WORK ITEM | A word-for-word copy of the entries, with the images left out, is what you should write.

■ ■ ■ ■

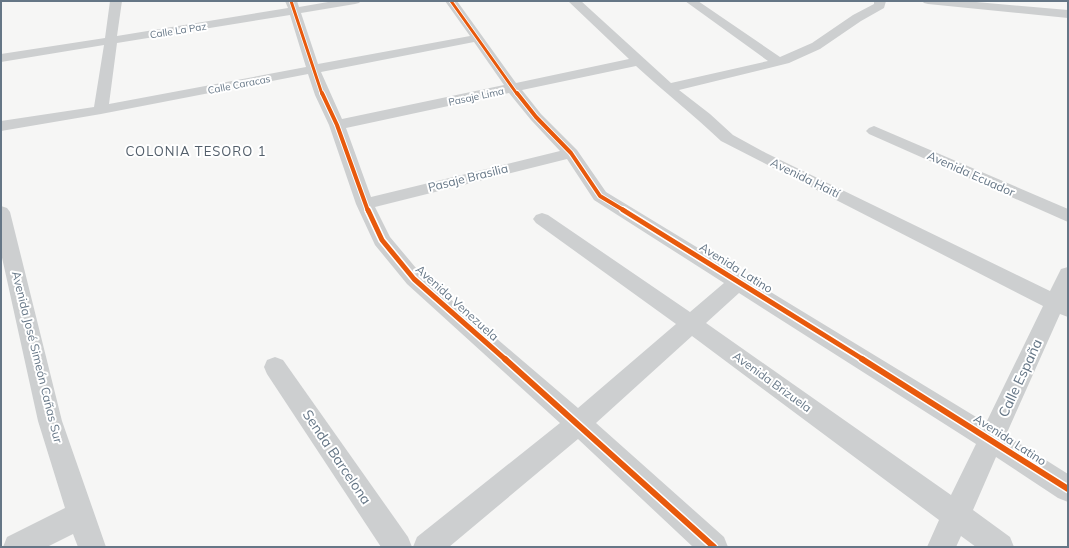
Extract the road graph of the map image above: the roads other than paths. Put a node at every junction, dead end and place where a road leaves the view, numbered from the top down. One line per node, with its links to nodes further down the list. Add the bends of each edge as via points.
1 (116, 1): 11 (street)
2 (355, 1): 8 (street, Calle La Paz)
3 (451, 1): 10 (street, Avenida Latino)
4 (574, 1): 13 (street, Avenida Haití)
5 (691, 1): 14 (street)
6 (880, 1): 14 (street, via 880,6 857,18 816,46)
7 (928, 1): 9 (street)
8 (293, 6): 11 (street, Calle La Paz); 15 (street, Avenida Venezuela)
9 (1068, 14)
10 (477, 38): 15 (street, Calle Caracas); 16 (street, Avenida Latino)
11 (110, 41): 12 (street, Calle La Paz); 18 (street)
12 (1, 58)
13 (639, 61): 16 (street, Pasaje Lima); 17 (street, Avenida Haití)
14 (778, 62): 17 (street)
15 (314, 70): 18 (street, Calle Caracas); 19 (street, Avenida Venezuela)
16 (513, 88): 19 (street, Pasaje Lima); 22 (street, Avenida Latino, via 536,117)
17 (668, 88): 29 (street, Avenida Haití, via 727,138)
18 (101, 110): 20 (street, Calle Caracas)
19 (337, 125): 23 (street, Avenida Venezuela)
20 (1, 126)
21 (874, 131): 25 (street, Avenida Ecuador)
22 (571, 152): 23 (street, Pasaje Brasilia); 28 (street, Avenida Latino, via 600,196)
23 (365, 204): 32 (street, Avenida Venezuela, via 382,240 414,279)
24 (1, 212): 35 (street, Avenida José Simeón Cañas Sur, via 50,421)
25 (1068, 216)
26 (542, 219): 30 (street, Avenida Brizuela)
27 (1068, 274): 29 (street, Calle España)
28 (738, 282): 30 (street); 33 (street, Avenida Latino)
29 (1062, 306): 33 (street, Calle España)
30 (692, 324): 32 (street); 36 (street, Avenida Brizuela)
31 (275, 367): 39 (street, Senda Barcelona)
32 (578, 423): 40 (street); 41 (street, Avenida Venezuela)
33 (992, 440): 34 (street, Avenida Latino); 36 (street, Calle España)
34 (1068, 489)
35 (81, 515): 37 (street); 38 (street, Avenida José Simeón Cañas Sur)
36 (956, 516): 42 (street, Calle España); 43 (street, Avenida Brizuela)
37 (17, 547)
38 (92, 547)
39 (398, 547)
40 (427, 547)
41 (714, 547)
42 (940, 547)
43 (1000, 547)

■ ■ ■ ■

EXERCISE ANSWER |
Extract the road graph of the map image above: the roads other than paths. Put a node at every junction, dead end and place where a road leaves the view, numbered from the top down. One line per node, with its links to nodes further down the list. Add the bends of each edge as via points.
1 (116, 1): 11 (street)
2 (355, 1): 8 (street, Calle La Paz)
3 (451, 1): 10 (street, Avenida Latino)
4 (574, 1): 13 (street, Avenida Haití)
5 (691, 1): 14 (street)
6 (880, 1): 14 (street, via 880,6 857,18 816,46)
7 (928, 1): 9 (street)
8 (293, 6): 11 (street, Calle La Paz); 15 (street, Avenida Venezuela)
9 (1068, 14)
10 (477, 38): 15 (street, Calle Caracas); 16 (street, Avenida Latino)
11 (110, 41): 12 (street, Calle La Paz); 18 (street)
12 (1, 58)
13 (639, 61): 16 (street, Pasaje Lima); 17 (street, Avenida Haití)
14 (778, 62): 17 (street)
15 (314, 70): 18 (street, Calle Caracas); 19 (street, Avenida Venezuela)
16 (513, 88): 19 (street, Pasaje Lima); 22 (street, Avenida Latino, via 536,117)
17 (668, 88): 29 (street, Avenida Haití, via 727,138)
18 (101, 110): 20 (street, Calle Caracas)
19 (337, 125): 23 (street, Avenida Venezuela)
20 (1, 126)
21 (874, 131): 25 (street, Avenida Ecuador)
22 (571, 152): 23 (street, Pasaje Brasilia); 28 (street, Avenida Latino, via 600,196)
23 (365, 204): 32 (street, Avenida Venezuela, via 382,240 414,279)
24 (1, 212): 35 (street, Avenida José Simeón Cañas Sur, via 50,421)
25 (1068, 216)
26 (542, 219): 30 (street, Avenida Brizuela)
27 (1068, 274): 29 (street, Calle España)
28 (738, 282): 30 (street); 33 (street, Avenida Latino)
29 (1062, 306): 33 (street, Calle España)
30 (692, 324): 32 (street); 36 (street, Avenida Brizuela)
31 (275, 367): 39 (street, Senda Barcelona)
32 (578, 423): 40 (street); 41 (street, Avenida Venezuela)
33 (992, 440): 34 (street, Avenida Latino); 36 (street, Calle España)
34 (1068, 489)
35 (81, 515): 37 (street); 38 (street, Avenida José Simeón Cañas Sur)
36 (956, 516): 42 (street, Calle España); 43 (street, Avenida Brizuela)
37 (17, 547)
38 (92, 547)
39 (398, 547)
40 (427, 547)
41 (714, 547)
42 (940, 547)
43 (1000, 547)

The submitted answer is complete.